Buying Used CT and MRI: What Imaging Directors Must Verify Before Signing
Buying Used CT and MRI: What Imaging Directors Must Verify Before Signing
Second-hand scanners can offer meaningful capital savings, but inadequate due diligence routinely turns those savings into liabilities.
Why this matters
Picture a 250-bed community hospital that acquires a refurbished 64-slice CT at roughly half the price of a comparable new unit. The installation goes smoothly, images pass an internal review, and clinical staff are satisfied — for about eight months. Then the X-ray tube fails. Replacement cost runs somewhere between $80,000 and $130,000 (OEM list prices in this category are not publicly published, but quotes in this range are widely reported by independent service organizations). The system sits idle for three weeks while procurement scrambles for a compatible tube, and the original capital savings are gone inside a single service event.

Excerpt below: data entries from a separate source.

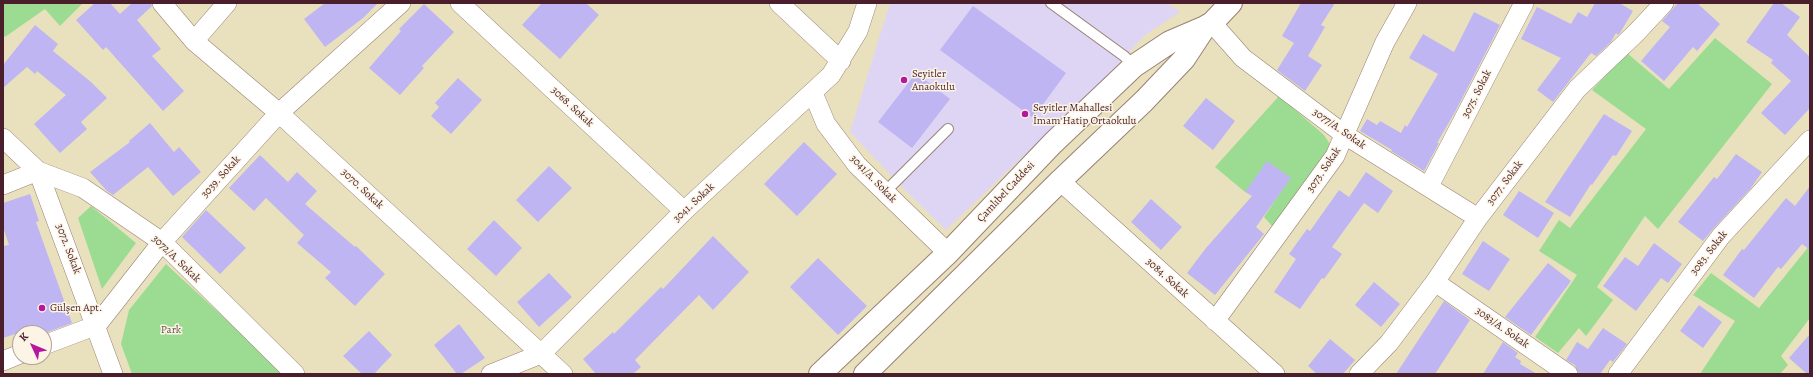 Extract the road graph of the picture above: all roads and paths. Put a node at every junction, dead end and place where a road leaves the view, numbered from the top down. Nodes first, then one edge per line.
1 (162, 3) edge
2 (227, 3) edge
3 (401, 3) edge
4 (460, 3) edge
5 (779, 3) edge
6 (867, 3) edge
7 (1050, 3) edge
8 (1231, 3) edge
9 (1407, 3) edge
10 (1524, 3) edge
11 (1664, 3) edge
12 (1208, 25) junction
13 (194, 41) junction
14 (841, 61) junction
15 (1134, 66) junction
16 (813, 93) junction
17 (279, 113) junction
18 (948, 129) dead end
19 (1345, 135) junction
20 (3, 138) edge
21 (1810, 140) edge
22 (38, 171) junction
23 (1060, 181) junction
24 (3, 185) edge
25 (1429, 186) junction
26 (885, 192) junction
27 (684, 211) junction
28 (1478, 218) junction
29 (162, 242) junction
30 (948, 253) junction
31 (1435, 282) junction
32 (1215, 322) junction
33 (97, 325) junction
34 (52, 342) edge
35 (541, 354) junction
36 (113, 374) edge
37 (295, 374) edge
38 (491, 374) edge
39 (563, 374) edge
40 (820, 374) edge
41 (865, 374) edge
42 (1275, 374) edge
43 (1359, 374) edge
44 (1568, 374) edge
45 (1618, 374) edge

1 - 13 street, 3070. Sokak
2 - 13 street
3 - 17 street, 3039. Sokak
4 - 27 street, 3068. Sokak
5 - 14 street
6 - 14 street, 3041. Sokak
7 - 15 lane
8 - 12 street, Çamlıbel Caddesi
9 - 19 street, 3073. Sokak
10 - 25 street, 3075. Sokak
11 - 28 street, 3077. Sokak
12 - 15 street, Çamlıbel Caddesi
12 - 19 street, 3077/A. Sokak
12 - 23 street, Çamlıbel Caddesi
13 - 17 street, 3070. Sokak
14 - 16 street, 3041. Sokak
15 - 30 street, Çamlıbel Caddesi
16 - 26 street, 3041/A. Sokak
16 - 27 street, 3041. Sokak
17 - 29 street, 3039. Sokak
17 - 35 street, 3070. Sokak
18 - 26 lane
19 - 25 street, 3077/A. Sokak
19 - 32 street, 3073. Sokak
20 - 22 street, 3072. Sokak
21 - 45 street, 3083. Sokak
22 - 24 street
22 - 29 street, 3072/A. Sokak
22 - 33 street, 3072. Sokak
23 - 32 street, 3084. Sokak
23 - 41 street, Çamlıbel Caddesi
25 - 28 street, 3077/A. Sokak
26 - 30 street, 3041/A. Sokak
27 - 35 street, 3041. Sokak
28 - 31 street, 3077. Sokak
29 - 33 street, 3039. Sokak
29 - 37 street, 3072/A. Sokak
30 - 40 street, Çamlıbel Caddesi
31 - 43 street, 3077. Sokak
31 - 44 street, 3083/A. Sokak
32 - 42 street, 3084. Sokak
33 - 34 street
33 - 36 street, 3072. Sokak
35 - 38 street, 3041. Sokak
35 - 39 street, 3070. Sokak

This is not an edge case. Used imaging capital — CT scanners, MRI systems, and their supporting infrastructure — is among the most technically complex used-equipment purchases a health system can make. Unlike a refurbished infusion pump, a secondhand CT or MRI carries long hardware lifecycles (the gantry frame or magnet bore may last 15 years), but much shorter lifecycles for the subsystems that determine clinical performance and uptime. The purchase price is often the smallest cost component over a ten-year horizon.
What makes the market genuinely useful right now is that refurbishment quality has improved substantially in many segments, and parts availability for major platforms remains strong for systems from roughly the last decade. However, "refurbished" is not a term regulated by the FDA. The agency draws a meaningful legal distinction between a remanufactured device — one altered sufficiently in intended use or performance to require a new 510(k) clearance — and a serviced device returned to original specifications. The secondary market frequently blurs that line, and the regulatory exposure associated with each category falls on the buyer's facility once the equipment is in clinical use.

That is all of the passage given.